Just when you thought you were pretty savvy about California powers of attorney, one of your friends mentioned his or her springing power of attorney at your latest dinner party. That may be a new one on you and of course you are curious.
As you probably already know, a power of attorney is a legal document that you or more likely your attorney drafts and you sign. In it, you appoint someone to make medical or financial decisions for you in case you suffer an injury, accident or illness that renders you incapable of making those decisions for yourself. The former is a medical power of attorney and the latter is a financial power of attorney. Either type can be springing or durable; both of these words refer to the time at which your power of attorney becomes effective.
Springing power of attorney
As Aging Care explains, unlike a durable power of attorney that takes effect immediately, your springing power of attorney takes effect at the time and under the condition(s) you specify. This is when your appointed agent obtains the legal authority to become your attorney-in-fact and begin acting for you and on your behalf. Think of it as the time(s) when you want him or her to spring into action for you.
Under most circumstances, you will not want your agent to begin making your decisions for you unless and until you become incapacitated. For instance, for your medical power of attorney, you may wish to specify such times as the following:
- When a physician diagnoses you with Alzheimer’s disease, dementia or another type of mental illness
- When an illness or injury causes you to slip into a coma
- When an illness or injury deprives you of your speech
- When an illness or injury causes you to be placed on life support
For your financial power of attorney, you may wish to specify such times as all of the above plus the date on which you plan to take an extended trip, especially one out of the country. While you are not medically or mentally incapacitated by such a trip, you nevertheless are unavailable to make needed financial decisions while away.
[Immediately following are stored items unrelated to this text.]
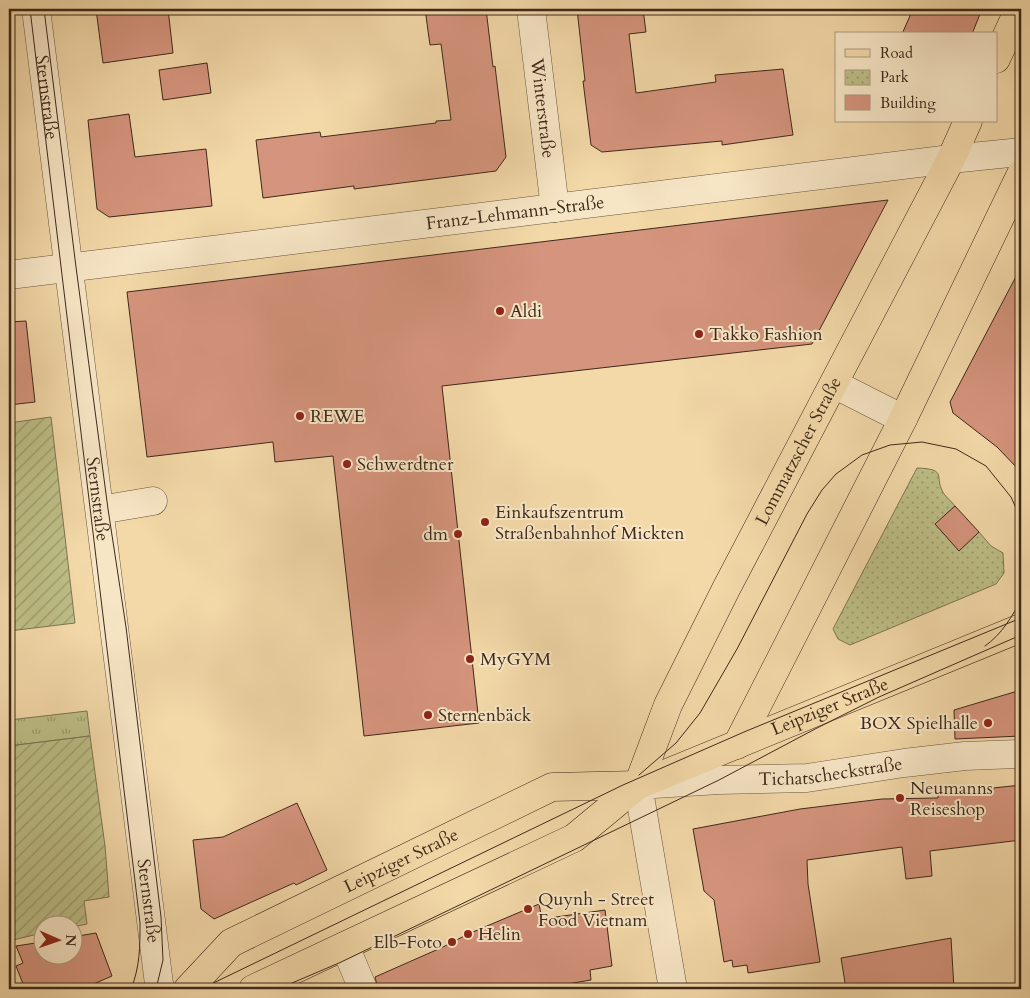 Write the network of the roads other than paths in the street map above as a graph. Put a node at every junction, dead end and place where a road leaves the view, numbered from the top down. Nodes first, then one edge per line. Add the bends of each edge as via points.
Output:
1 (36, 9) edge
2 (531, 9) edge
3 (1019, 9) edge
4 (998, 55) edge
5 (968, 122) edge
6 (1021, 152) edge
7 (951, 159) junction
8 (1021, 174) edge
9 (554, 208) junction
10 (68, 268) junction
11 (9, 275) edge
12 (834, 384) junction
13 (903, 419) junction
14 (153, 501) dead end
15 (100, 510) junction
16 (1021, 628) edge
17 (737, 745) junction
18 (1021, 754) edge
19 (638, 785) junction
20 (345, 946) junction
21 (161, 989) edge
22 (188, 989) edge
23 (253, 989) edge
24 (364, 989) edge
25 (673, 989) edge

1 - 10 street, Sternstraße
2 - 9 street, Winterstraße
3 - 4 main road
5 - 7 main road, Lommatzscher Straße
6 - 7 street, Franz-Lehmann-Straße
7 - 9 street, Franz-Lehmann-Straße
7 - 12 main road, Lommatzscher Straße
8 - 13 main road
9 - 10 street, Franz-Lehmann-Straße
10 - 11 street, Franz-Lehmann-Straße
10 - 15 street, Sternstraße
12 - 13 street
12 - 19 main road, Lommatzscher Straße via 668,705
13 - 17 main road
14 - 15 street
15 - 21 street, Sternstraße
16 - 17 main road, Leipziger Straße
17 - 19 main road, Leipziger Straße
18 - 19 street, Tichatscheckstraße via 964,756 807,778
19 - 20 main road, Leipziger Straße via 574,838
19 - 22 main road, Leipziger Straße via 552,787 231,943
19 - 25 street
20 - 23 main road, Leipziger Straße
20 - 24 street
Whatever conditions or events you set, you need to make sure that they are crystal clear. The last thing you want is to force your loved ones to go to court and have a judge decide whether or not your attorney-in-fact can begin making your medical or financial decisions because your present condition meets the criteria set forth in your springing power of attorney.
This information is educational in nature; you should not interpret it as legal advice.